◆ **Task requirements**
The data below should be printed in full, exactly, and without any of its images.
Data records below:
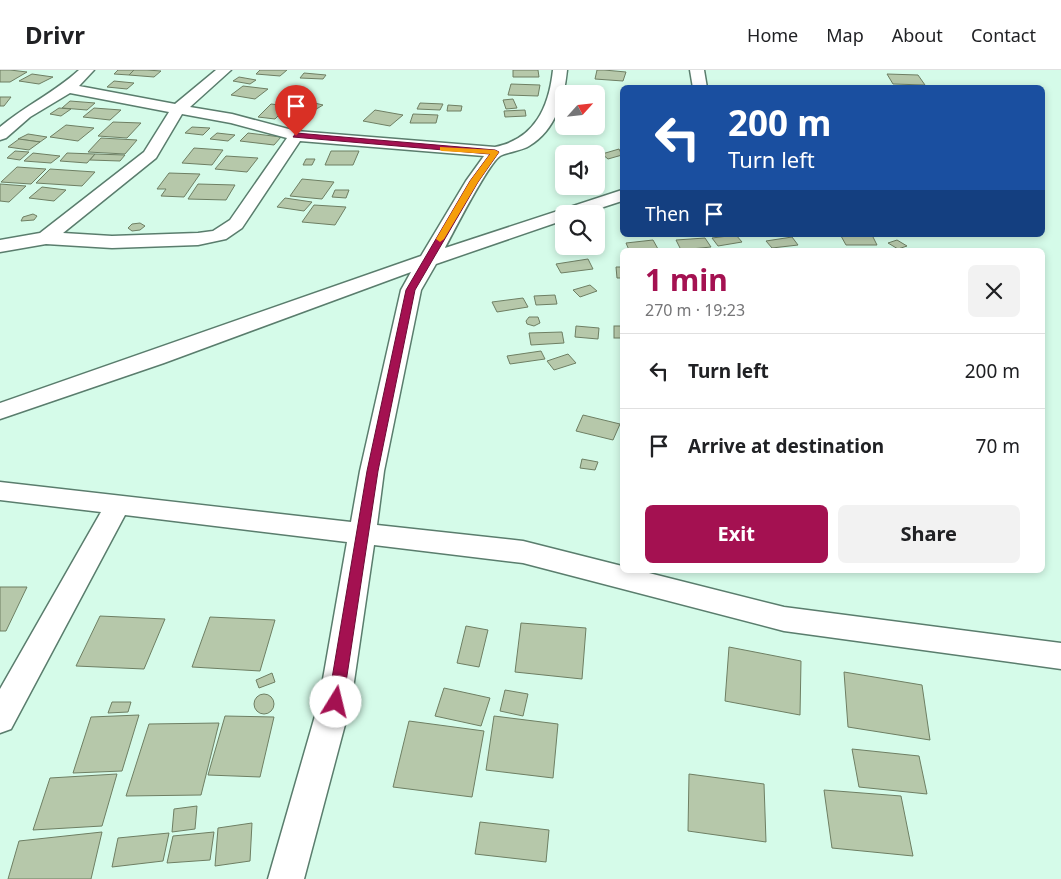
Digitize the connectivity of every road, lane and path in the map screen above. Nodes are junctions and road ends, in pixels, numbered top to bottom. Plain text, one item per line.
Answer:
1 (87, 70) edge
2 (224, 70) edge
3 (560, 70) edge
4 (698, 70) edge
5 (700, 85) edge
6 (68, 88) junction
7 (178, 109) junction
8 (0, 135) edge
9 (296, 136) junction
10 (495, 152) junction
11 (620, 196) edge
12 (46, 238) junction
13 (0, 246) edge
14 (430, 258) junction
15 (0, 411) edge
16 (0, 491) edge
17 (118, 505) junction
18 (363, 535) junction
19 (1061, 656) edge
20 (0, 719) edge
21 (286, 879) edge

1 - 6 street
2 - 7 street
3 - 10 street
4 - 5 street
6 - 7 street
6 - 8 street
7 - 9 street
7 - 12 street
9 - 10 street
9 - 12 street
10 - 14 street
11 - 14 street
12 - 13 street
14 - 15 street
14 - 18 street
16 - 17 street
17 - 18 street
17 - 20 street
18 - 19 street
18 - 21 street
End of Data records.
◆ **Answer space**
Digitize the connectivity of every road, lane and path in the map screen above. Nodes are junctions and road ends, in pixels, numbered top to bottom. Plain text, one item per line.
Answer:
1 (87, 70) edge
2 (224, 70) edge
3 (560, 70) edge
4 (698, 70) edge
5 (700, 85) edge
6 (68, 88) junction
7 (178, 109) junction
8 (0, 135) edge
9 (296, 136) junction
10 (495, 152) junction
11 (620, 196) edge
12 (46, 238) junction
13 (0, 246) edge
14 (430, 258) junction
15 (0, 411) edge
16 (0, 491) edge
17 (118, 505) junction
18 (363, 535) junction
19 (1061, 656) edge
20 (0, 719) edge
21 (286, 879) edge

1 - 6 street
2 - 7 street
3 - 10 street
4 - 5 street
6 - 7 street
6 - 8 street
7 - 9 street
7 - 12 street
9 - 10 street
9 - 12 street
10 - 14 street
11 - 14 street
12 - 13 street
14 - 15 street
14 - 18 street
16 - 17 street
17 - 18 street
17 - 20 street
18 - 19 street
18 - 21 street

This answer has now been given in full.